茶が運ばれてくる。二人はしばしそれを味わった。
永琳は考える。
研究内容を教えるとは言ったが、これは見せられたものではない。
賢いとはいえ何しろ相手は子供だ。あまり刺激の強すぎるものは避けたほうが良いだろう。
研究室につれてゆくのもまずい。
大量のゆっくりによる凄惨な生体実験が今だ行われているのだ。
『餡符「壺中の大ゆっくり」』と名付けられたそれに何の意味があるのか、永琳自身良く分かっていない。
そこまで考えてはたと永琳は気付いた。そういや自分はゆっくりについて、まともな基礎データを持っていない。

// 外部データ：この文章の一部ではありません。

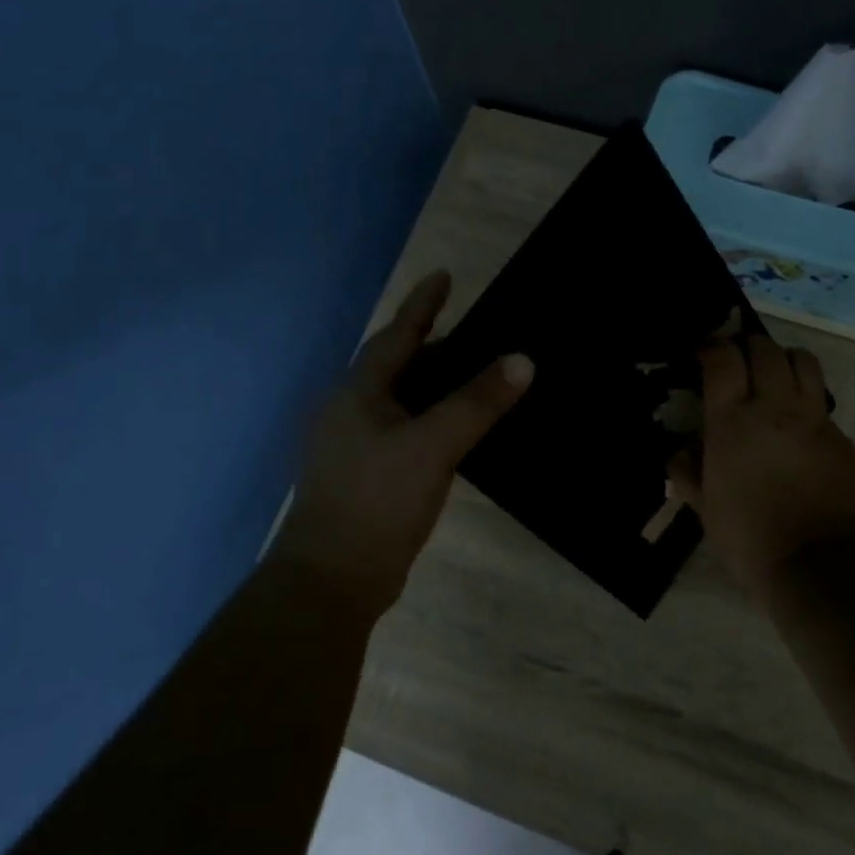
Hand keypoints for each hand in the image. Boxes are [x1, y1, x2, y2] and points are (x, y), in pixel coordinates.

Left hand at [272, 270, 532, 618]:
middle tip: (478, 337)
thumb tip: (522, 360)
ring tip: (475, 378)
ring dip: (435, 387)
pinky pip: (405, 431)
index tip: (445, 275)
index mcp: (358, 393)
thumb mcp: (432, 446)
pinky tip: (456, 431)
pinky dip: (432, 421)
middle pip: (398, 367)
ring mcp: (355, 447)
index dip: (422, 305)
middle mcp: (350, 412)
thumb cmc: (377, 500)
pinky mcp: (367, 476)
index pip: (396, 335)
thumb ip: (476, 403)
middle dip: (434, 348)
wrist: (332, 578)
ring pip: (402, 401)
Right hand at [670, 334, 854, 606]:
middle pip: (765, 348)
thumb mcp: (705, 509)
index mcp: (732, 423)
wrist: (821, 566)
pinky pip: (820, 402)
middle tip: (738, 360)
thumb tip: (681, 452)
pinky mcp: (841, 437)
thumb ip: (688, 473)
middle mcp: (774, 408)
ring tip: (773, 376)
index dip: (712, 347)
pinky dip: (805, 400)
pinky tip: (796, 426)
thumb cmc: (750, 539)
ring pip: (802, 361)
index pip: (723, 359)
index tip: (704, 353)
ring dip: (783, 359)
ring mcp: (813, 420)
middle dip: (747, 345)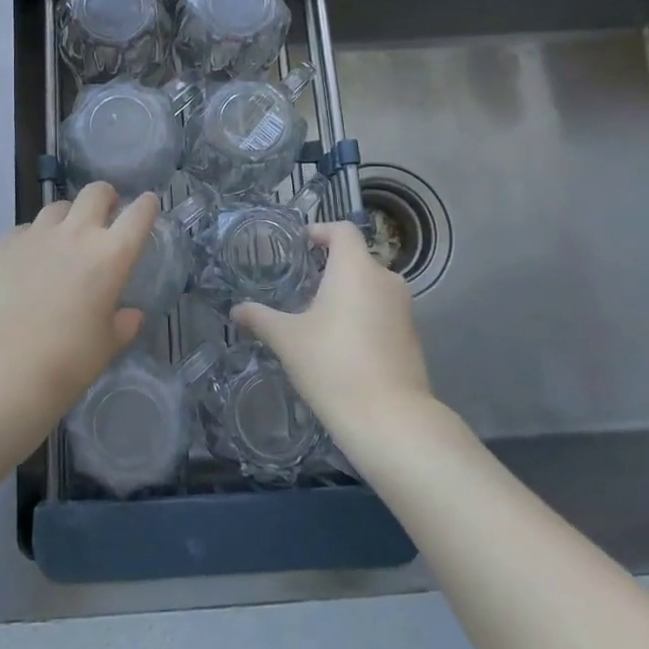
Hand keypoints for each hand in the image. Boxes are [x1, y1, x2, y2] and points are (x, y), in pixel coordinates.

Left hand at [0, 185, 155, 482]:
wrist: (5, 368)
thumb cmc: (69, 361)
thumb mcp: (107, 346)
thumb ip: (123, 324)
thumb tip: (130, 315)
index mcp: (112, 255)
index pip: (138, 214)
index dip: (146, 205)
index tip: (148, 204)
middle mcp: (77, 234)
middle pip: (96, 192)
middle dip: (105, 197)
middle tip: (105, 213)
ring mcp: (37, 235)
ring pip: (57, 207)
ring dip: (68, 216)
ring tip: (64, 237)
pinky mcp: (5, 245)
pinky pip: (25, 229)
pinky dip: (33, 239)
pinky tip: (29, 260)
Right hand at [232, 222, 429, 435]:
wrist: (390, 418)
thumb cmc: (332, 364)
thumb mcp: (288, 339)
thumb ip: (261, 318)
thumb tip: (236, 310)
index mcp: (355, 268)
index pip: (343, 231)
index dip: (322, 231)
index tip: (303, 244)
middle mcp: (385, 280)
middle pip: (358, 259)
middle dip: (332, 268)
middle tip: (305, 286)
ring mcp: (404, 309)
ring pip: (372, 287)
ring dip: (349, 294)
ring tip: (321, 317)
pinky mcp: (413, 337)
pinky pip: (384, 313)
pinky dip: (365, 317)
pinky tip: (344, 345)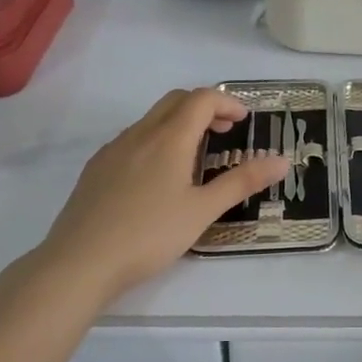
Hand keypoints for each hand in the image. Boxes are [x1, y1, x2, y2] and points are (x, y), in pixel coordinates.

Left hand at [32, 89, 288, 303]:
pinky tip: (158, 177)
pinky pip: (132, 139)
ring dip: (179, 124)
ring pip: (151, 120)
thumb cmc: (149, 235)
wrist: (79, 262)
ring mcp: (113, 150)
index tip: (244, 121)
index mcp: (168, 139)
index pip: (201, 99)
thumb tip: (281, 161)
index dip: (227, 103)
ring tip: (196, 156)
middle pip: (175, 101)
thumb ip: (242, 182)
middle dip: (204, 107)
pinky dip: (156, 141)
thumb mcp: (203, 211)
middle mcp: (139, 134)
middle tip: (225, 132)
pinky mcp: (96, 169)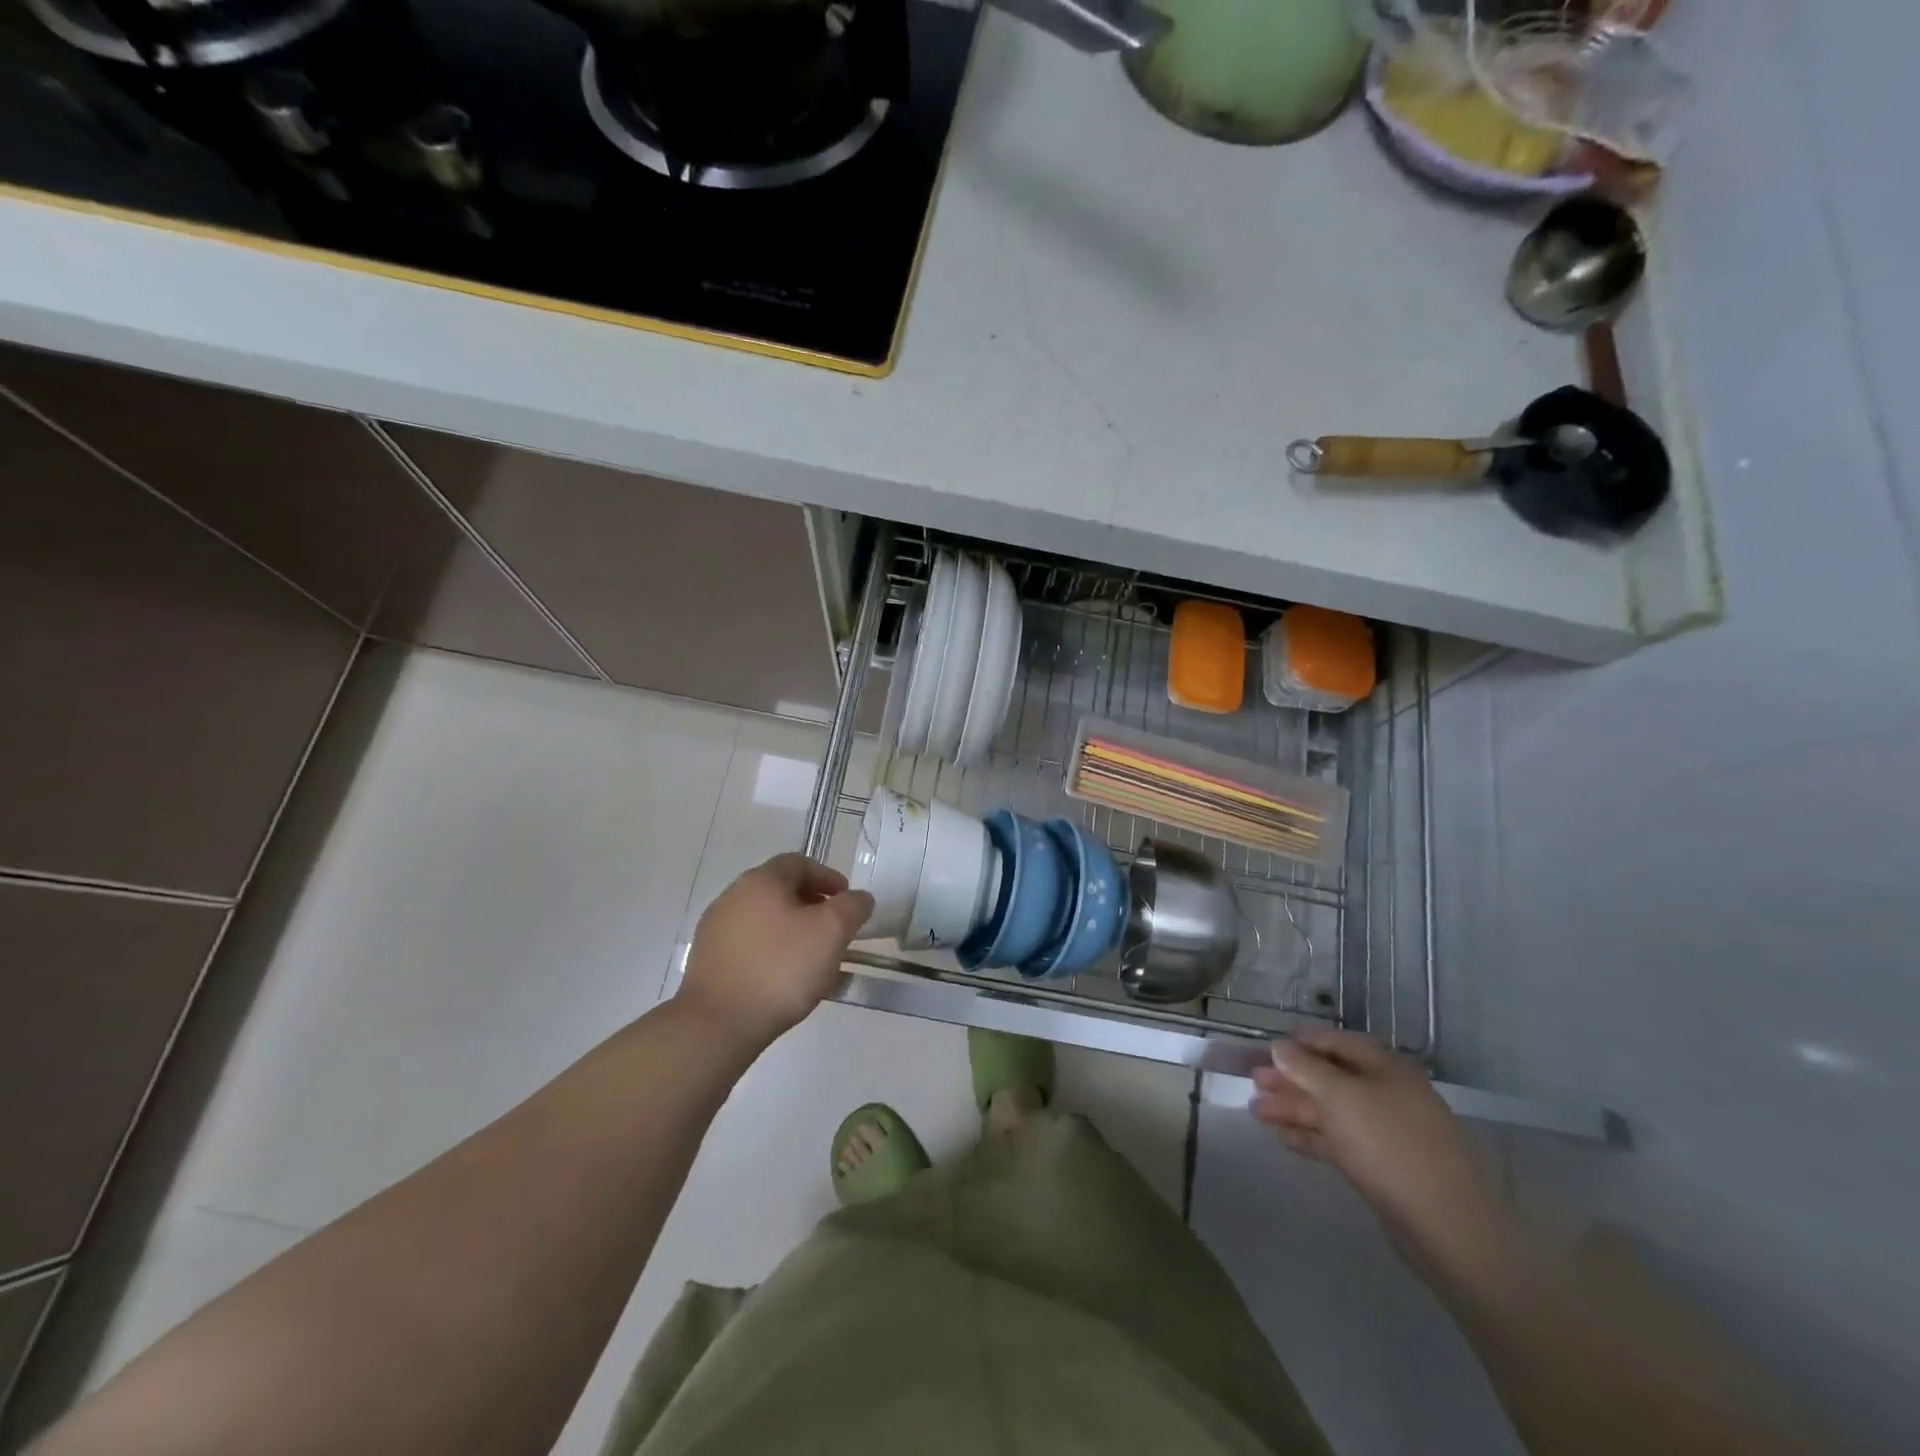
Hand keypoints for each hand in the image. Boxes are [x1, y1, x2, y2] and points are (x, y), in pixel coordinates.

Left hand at [678, 854, 873, 1049]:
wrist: (718, 1024)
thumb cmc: (781, 968)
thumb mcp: (832, 931)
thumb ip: (852, 907)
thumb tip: (858, 898)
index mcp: (761, 880)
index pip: (800, 863)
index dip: (829, 877)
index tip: (848, 901)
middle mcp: (733, 896)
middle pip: (781, 891)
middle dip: (813, 908)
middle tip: (836, 931)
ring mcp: (716, 930)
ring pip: (766, 922)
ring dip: (794, 933)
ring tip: (817, 962)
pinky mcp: (709, 962)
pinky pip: (751, 948)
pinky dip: (774, 954)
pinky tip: (789, 982)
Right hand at [1252, 1030, 1515, 1280]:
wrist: (1450, 1227)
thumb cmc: (1390, 1144)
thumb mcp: (1340, 1096)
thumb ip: (1305, 1068)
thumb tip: (1280, 1046)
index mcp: (1384, 1067)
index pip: (1335, 1042)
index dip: (1300, 1043)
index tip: (1266, 1049)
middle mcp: (1386, 1093)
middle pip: (1330, 1078)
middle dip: (1291, 1079)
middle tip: (1254, 1083)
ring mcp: (1386, 1132)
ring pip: (1331, 1111)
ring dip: (1293, 1108)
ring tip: (1256, 1112)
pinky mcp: (1383, 1167)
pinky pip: (1339, 1141)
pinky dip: (1311, 1137)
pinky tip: (1283, 1138)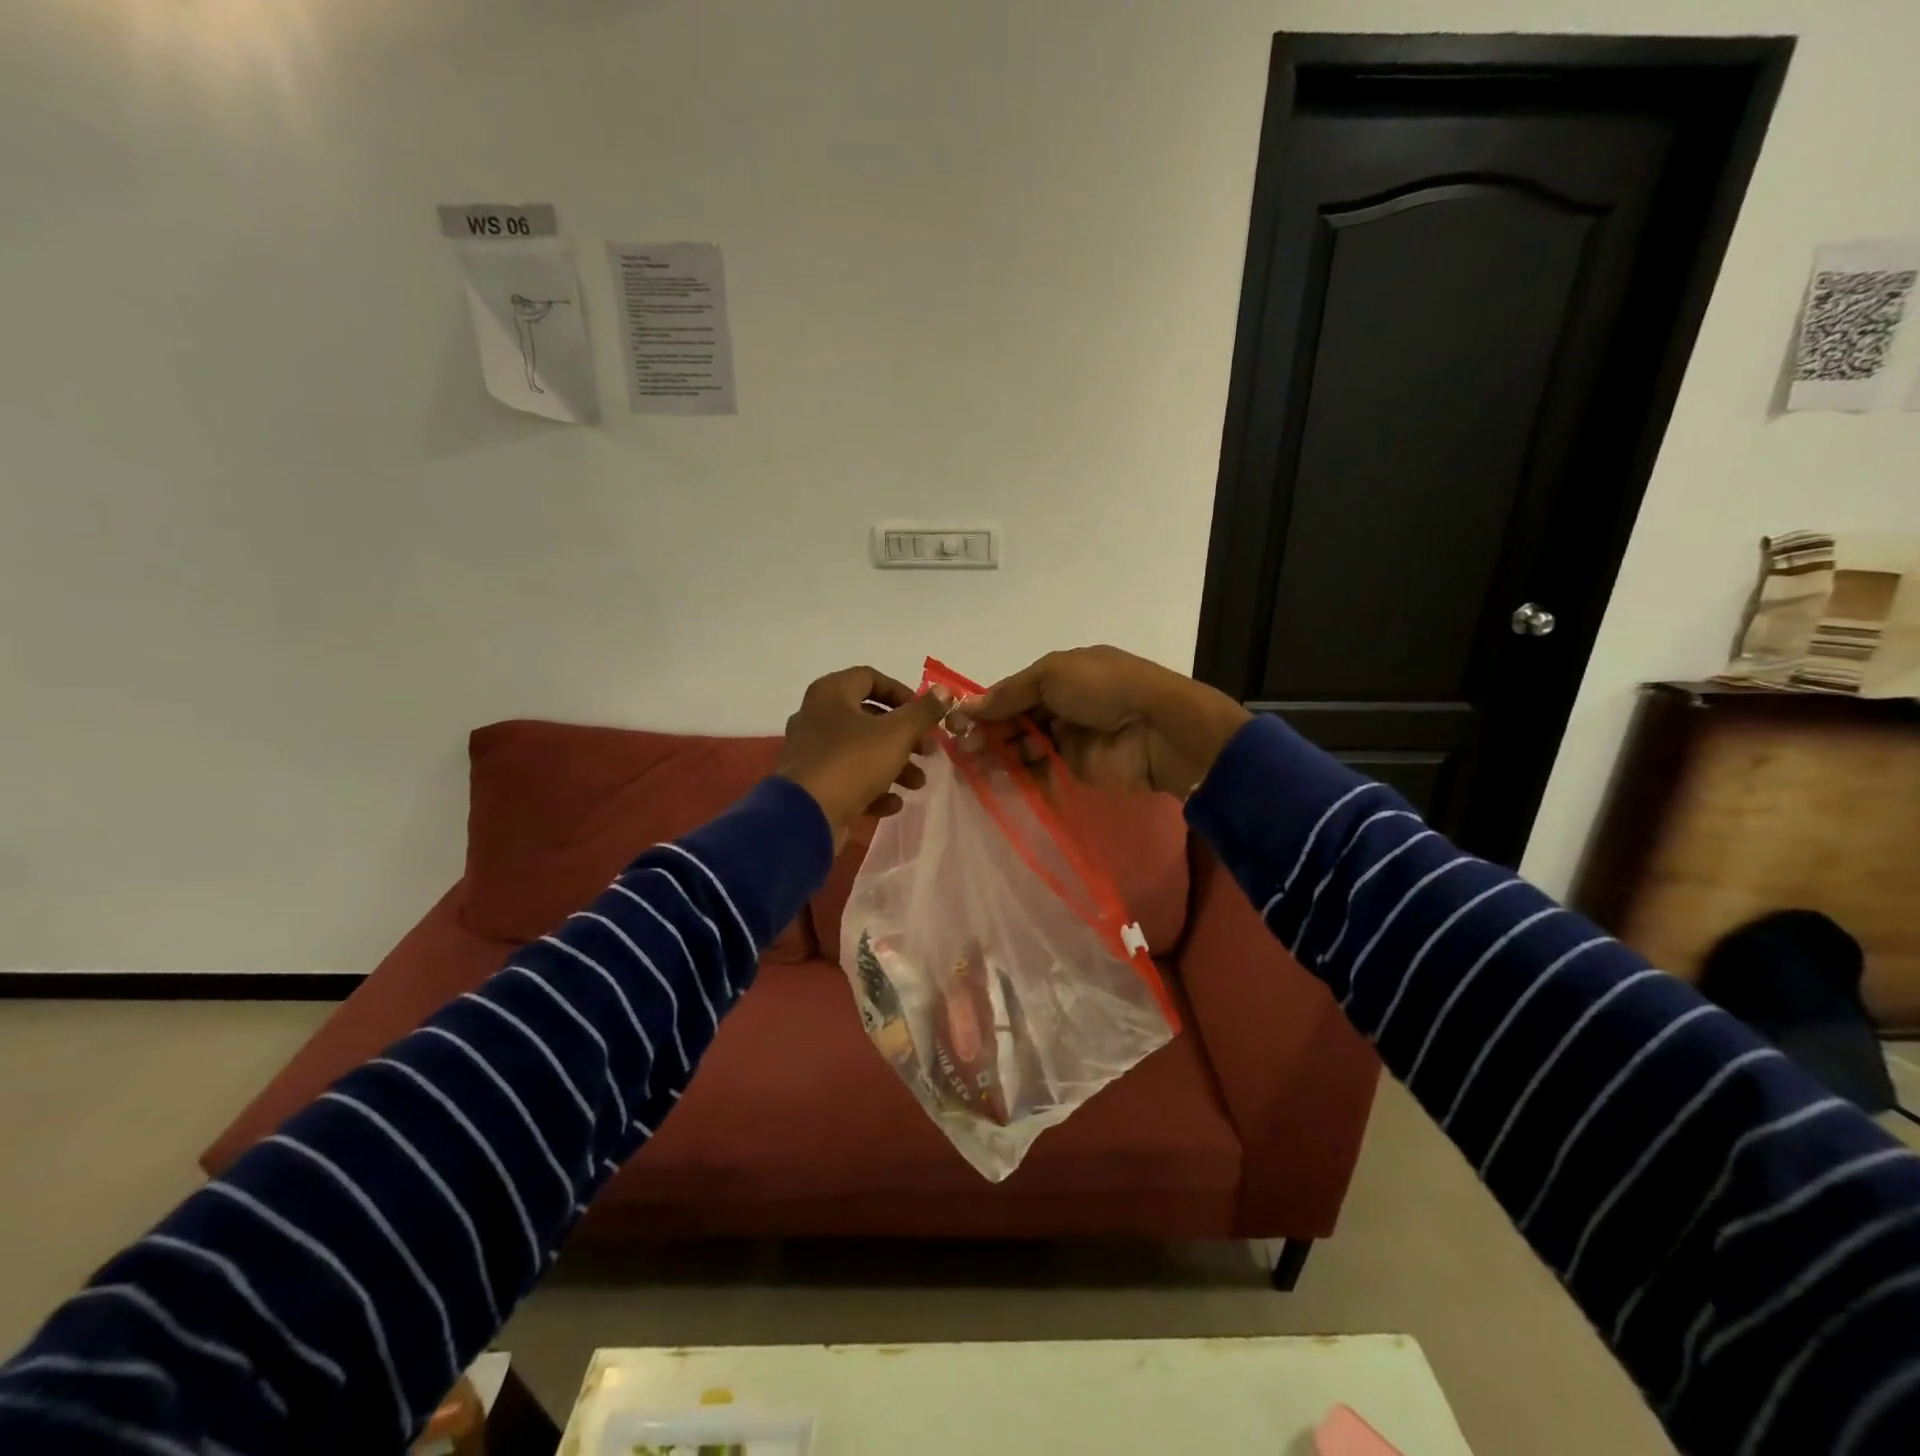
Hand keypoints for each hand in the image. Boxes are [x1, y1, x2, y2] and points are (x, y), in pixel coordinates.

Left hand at [777, 666, 954, 849]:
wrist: (805, 816)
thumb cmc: (852, 762)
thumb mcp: (897, 734)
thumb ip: (924, 712)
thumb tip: (946, 691)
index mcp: (831, 694)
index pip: (871, 678)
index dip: (902, 693)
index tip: (925, 714)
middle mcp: (817, 717)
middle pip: (869, 718)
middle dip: (905, 737)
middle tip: (929, 751)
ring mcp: (812, 752)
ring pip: (862, 751)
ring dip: (895, 766)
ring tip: (918, 783)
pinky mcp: (813, 784)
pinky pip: (848, 778)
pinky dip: (873, 789)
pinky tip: (892, 804)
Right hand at [967, 645, 1250, 797]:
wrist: (1157, 730)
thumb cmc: (1104, 689)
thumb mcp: (1052, 675)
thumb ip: (1009, 693)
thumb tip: (966, 706)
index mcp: (1062, 674)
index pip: (1015, 689)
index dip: (987, 704)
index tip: (956, 720)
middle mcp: (1064, 704)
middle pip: (1016, 718)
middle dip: (988, 730)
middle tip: (959, 747)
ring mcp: (1069, 738)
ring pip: (1024, 745)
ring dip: (998, 752)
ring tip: (970, 764)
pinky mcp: (1075, 768)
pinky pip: (1040, 770)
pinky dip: (1017, 773)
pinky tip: (992, 778)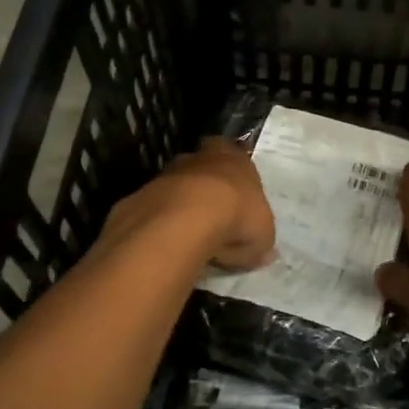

あまりに適当な生命体だったので、正確な測定値など求めても仕方がないと思ったのだ。

永琳は提案した。
「じゃあこれから研究に協力してもらうゆっくり達を探しに行きましょう。」
「協力ですか。」
意外そうな顔をする阿求。
「ええ。ゆっくりとはいえ、言語を解する生物…のようなもの。実験動物のように扱うのは気が引けます。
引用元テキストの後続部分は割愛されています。